A propos de Dog Pound de Kim Chapiron 3 out of 5 stars

L’école de la haine

Davis, Butch et Angel ont entre 15 et 17 ans. Deux Blancs et un « Latino ». Ils viennent d’arriver à la prison pour délinquants juvéniles d’Enola Vale dans le Midwest, coupables de larcins différents. Très vite, pour survivre, ils ne vont avoir qu’un choix, s’imposer par la violence physique pour ne pas devenir des victimes…

Plongée dans l’univers carcéral pour jeunes aux Etats-Unis, Dog Pound (littéralement la fourrière en anglais) est une démonstration probante de l’incapacité du gouvernement américain à faire de ces prisons un tremplin pour leur réinsertion. Les adolescents filmés dans Dog Pound sont des Noirs, Blancs, Latinos issus de milieux défavorisés pour la plupart. Davis et Butch sont issus de la « White trash » (population blanche et pauvre des Etats-Unis). Véritable réquisitoire contre l’échec de ces prisons, qui au lieu de remettre des jeunes délinquants dans le droit chemin, les transforment au mieux en fous, au pire en caïds ultra-violents, Dog Pound est marqué par la violence des rapports, d’abord physiques, que ces jeunes détenus entretiennent entre eux. Où s’imposer par la force est la seule manière de s’en sortir.

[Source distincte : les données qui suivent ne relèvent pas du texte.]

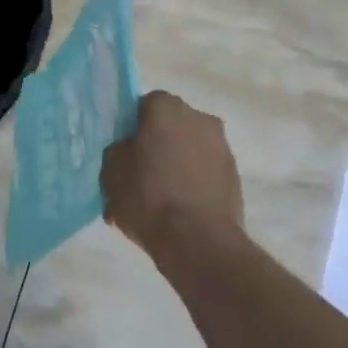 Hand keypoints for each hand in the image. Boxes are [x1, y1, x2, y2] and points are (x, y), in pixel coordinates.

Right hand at [102, 91, 243, 257]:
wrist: (198, 241)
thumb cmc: (148, 197)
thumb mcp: (112, 172)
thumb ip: (118, 150)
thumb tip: (128, 150)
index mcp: (167, 107)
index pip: (144, 106)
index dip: (132, 128)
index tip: (125, 152)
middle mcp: (200, 117)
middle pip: (170, 127)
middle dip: (157, 146)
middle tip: (139, 176)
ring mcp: (222, 147)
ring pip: (189, 150)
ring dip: (176, 166)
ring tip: (159, 201)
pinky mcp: (235, 176)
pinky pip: (205, 173)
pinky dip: (193, 184)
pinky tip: (179, 211)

C’est un film qui ne laisse aucun répit au spectateur. Même dans ses courtes respirations (scène de jeu de balle au prisonnier), la tension est tangible entre ces adolescents issus de différentes communautés ethniques. Au lieu de les défouler, le sport exacerbe leur haine et leur ressentiment et décuple leur puissance physique. Il devient l’enjeu symbolique d’une domination voire d’une suprématie pour le gagnant qui dépassent largement le cadre du sport.

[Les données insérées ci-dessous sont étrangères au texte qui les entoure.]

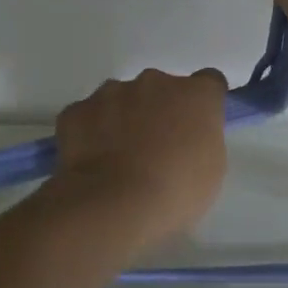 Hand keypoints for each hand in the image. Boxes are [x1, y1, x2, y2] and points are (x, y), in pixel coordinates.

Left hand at [52, 68, 228, 248]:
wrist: (114, 205)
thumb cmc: (177, 192)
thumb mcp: (211, 169)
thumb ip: (202, 139)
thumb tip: (186, 137)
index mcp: (195, 95)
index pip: (209, 82)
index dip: (203, 104)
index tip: (198, 126)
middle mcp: (154, 82)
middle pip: (162, 88)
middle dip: (160, 110)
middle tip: (156, 148)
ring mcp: (111, 92)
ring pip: (122, 98)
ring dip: (124, 118)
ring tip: (119, 158)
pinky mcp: (77, 110)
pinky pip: (89, 116)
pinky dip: (92, 132)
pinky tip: (93, 162)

Dog Pound est une démonstration sans concessions de la faillite de ces prisons américaines. Pas d’échappatoire pour ces jeunes, condamnés à crever ou à survivre dans la violence. Le film ne laisse aucune ouverture. Comme pour toute démonstration, il est fermé de bout en bout, cadenassé de part en part. Et c’est peut-être ce que l’on peut lui reprocher, de ne pas laisser respirer assez le spectateur, « condamné » à marcher droit dans les tunnels de sa démonstration. Sans avoir son mot à dire.

Qu’a voulu dire Chapiron au juste ? Dans une interview, le réalisateur de Sheitan a confié qu’« en parlant avec certains gardiens, et même certains prisonniers, on se rend compte que l’on vend de la peur pour acheter des prisons, pour acheter des hommes politiques qui vont combattre cette délinquance. Personne ne cherche vraiment à la résoudre, tout le monde en vit ». Pourtant, le film a des nuances et n’est pas aussi binaire, noir ou blanc que l’on penserait.

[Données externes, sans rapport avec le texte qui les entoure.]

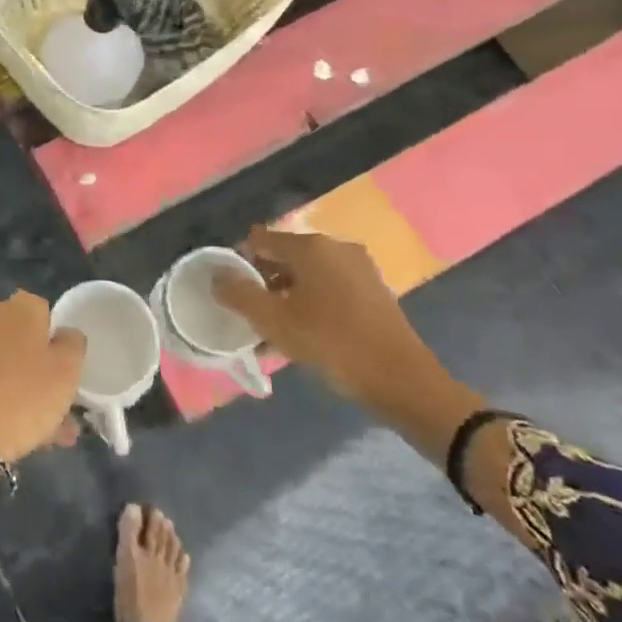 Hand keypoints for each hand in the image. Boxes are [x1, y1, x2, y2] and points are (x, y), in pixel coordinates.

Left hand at [0, 292, 85, 490]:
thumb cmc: (25, 394)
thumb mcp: (67, 369)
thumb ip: (73, 344)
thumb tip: (64, 335)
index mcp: (21, 305)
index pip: (47, 312)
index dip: (60, 341)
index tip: (68, 370)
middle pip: (28, 341)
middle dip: (46, 373)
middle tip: (65, 409)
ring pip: (12, 366)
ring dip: (33, 394)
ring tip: (54, 435)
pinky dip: (9, 400)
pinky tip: (29, 436)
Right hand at [216, 226, 433, 401]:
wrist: (404, 381)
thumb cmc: (332, 343)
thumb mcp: (274, 321)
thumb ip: (239, 294)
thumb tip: (217, 275)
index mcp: (310, 246)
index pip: (259, 240)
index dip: (239, 262)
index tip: (232, 293)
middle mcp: (335, 247)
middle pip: (284, 257)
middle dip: (263, 283)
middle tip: (251, 317)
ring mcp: (359, 268)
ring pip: (307, 276)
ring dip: (286, 298)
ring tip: (274, 333)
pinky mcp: (373, 291)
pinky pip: (329, 290)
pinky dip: (311, 305)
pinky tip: (304, 337)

La première cause de cette descente aux Enfers pour ces adolescents vient de l’échec dans l’éducation des parents. Les scènes au parloir montrent des adolescents devenus hostiles à leurs parents pour ne pas dire des étrangers. De même, les gardiens de prison ne sont pas des salauds comme on pourrait s’y attendre. Ils éprouvent au contraire une forme d’empathie pour les prisonniers (scène où un gardien fait vomir un Davis défoncé dans la douche).

Dog Pound n’est pas un film simpliste ni binaire ou manichéen. C’est un journal de bord réaliste racontant en tableaux et au jour le jour les épisodes de la vie carcérale d’adolescents américains mineurs et délinquants. Une chronique du désastre filmée par un œil omniscient. En ce sens, on peut rapprocher l’itinéraire de Butch de celui de Malik (Tahar Rahim) dans Un prophète d’Audiard.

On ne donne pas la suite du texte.